Places where marimo’s trade-offs are likely to be worthwhile for me:

Development of code on HPC clusters where we want interactivity and persistence.
Sharing code in a literate/exploratory way, i.e. with colleagues or students.
Maybe building dashboards?

Places where I might prefer Jupyter:

if I were working on some system that uses Jupyter but bans Marimo. This might arise in situations like Google Colab, where Jupyter is the primary interface or in other turnkey data-science systems.

Places where I would use neither:

When I am working inside VS Code on my local machine and have my IDE set up just how I like it, and have no need to share with others. Then I will use that and plot using the local GUI infrastructure and the local AI coding assistants.

Note that this leaves little niche for Jupyter in my life.

2 Installation

pip install marimo

See Getting Started with marimo for other options.

3 IDE integration

IDE integration is marimo’s weak suit for me thus far. I use VS Code for Python — the marimo extension exists but is somewhat janky.

I tend not to use it, running marimo notebooks in the browser.

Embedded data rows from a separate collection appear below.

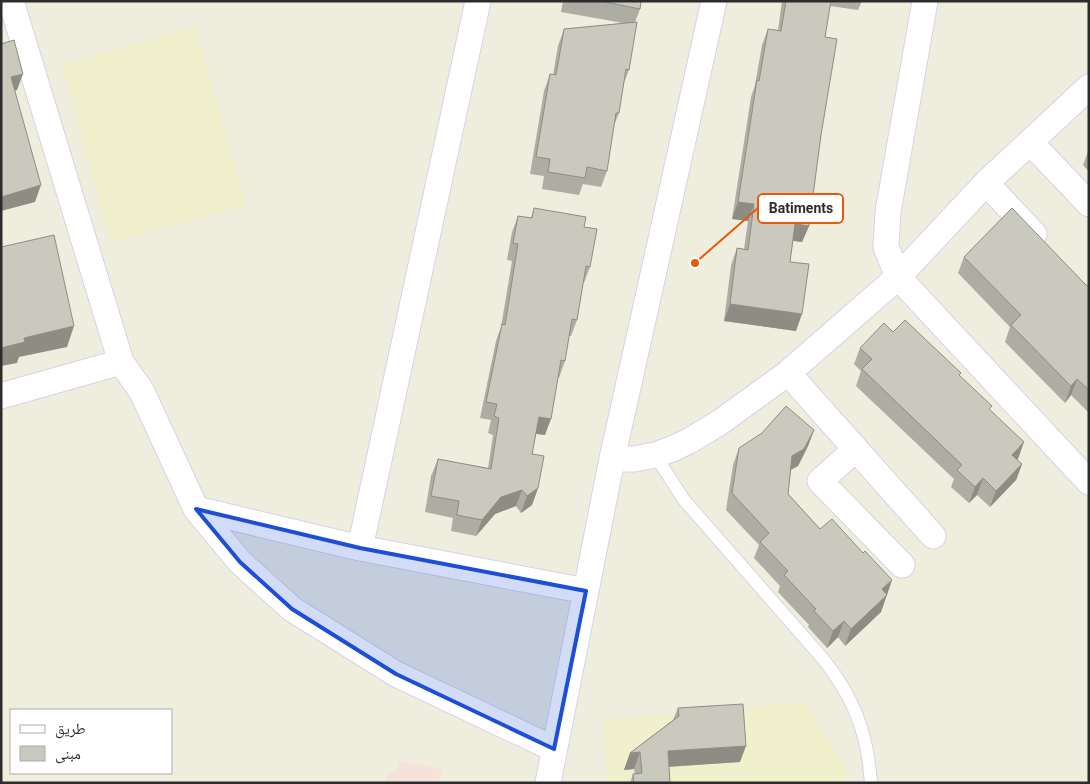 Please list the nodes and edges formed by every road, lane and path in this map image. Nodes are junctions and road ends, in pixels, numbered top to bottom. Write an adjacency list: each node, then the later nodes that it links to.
1 (11, 1): 11 (street)
2 (478, 1): 20 (street)
3 (714, 1): 16 (street)
4 (925, 1): 10 (street)
5 (1089, 87): 6 (street)
6 (1030, 142): 7 (street); 8 (street)
7 (986, 183): 9 (street); 10 (street)
8 (1089, 204)
9 (1048, 248)
10 (898, 277): 12 (street); 17 (street)
11 (121, 362): 13 (street); 18 (street)
12 (788, 373): 14 (street); 15 (street)
13 (1, 396)
14 (856, 449): 19 (street); 21 (street)
15 (655, 455): 16 (street); 25 (lane)
16 (612, 459): 22 (street)
17 (1089, 482)
18 (196, 509): 20 (street); 23 (street)
19 (933, 536)
20 (360, 548): 22 (street)
21 (902, 565)
22 (586, 591): 23 (street)
23 (554, 749): 24 (street)
24 (548, 783)
25 (871, 783)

As per this GitHub issue, I needed the following config for VS Code to find the marimo interpreter and stop it from beachballing forever:

{
  "python.defaultInterpreterPath": "${workspaceFolder}/.venv/bin/python",
  "marimo.marimoPath": "${workspaceFolder}/.venv/bin/marimo",
  "marimo.debug": true
}

If you have your local Python environment somewhere else, you need to change that too.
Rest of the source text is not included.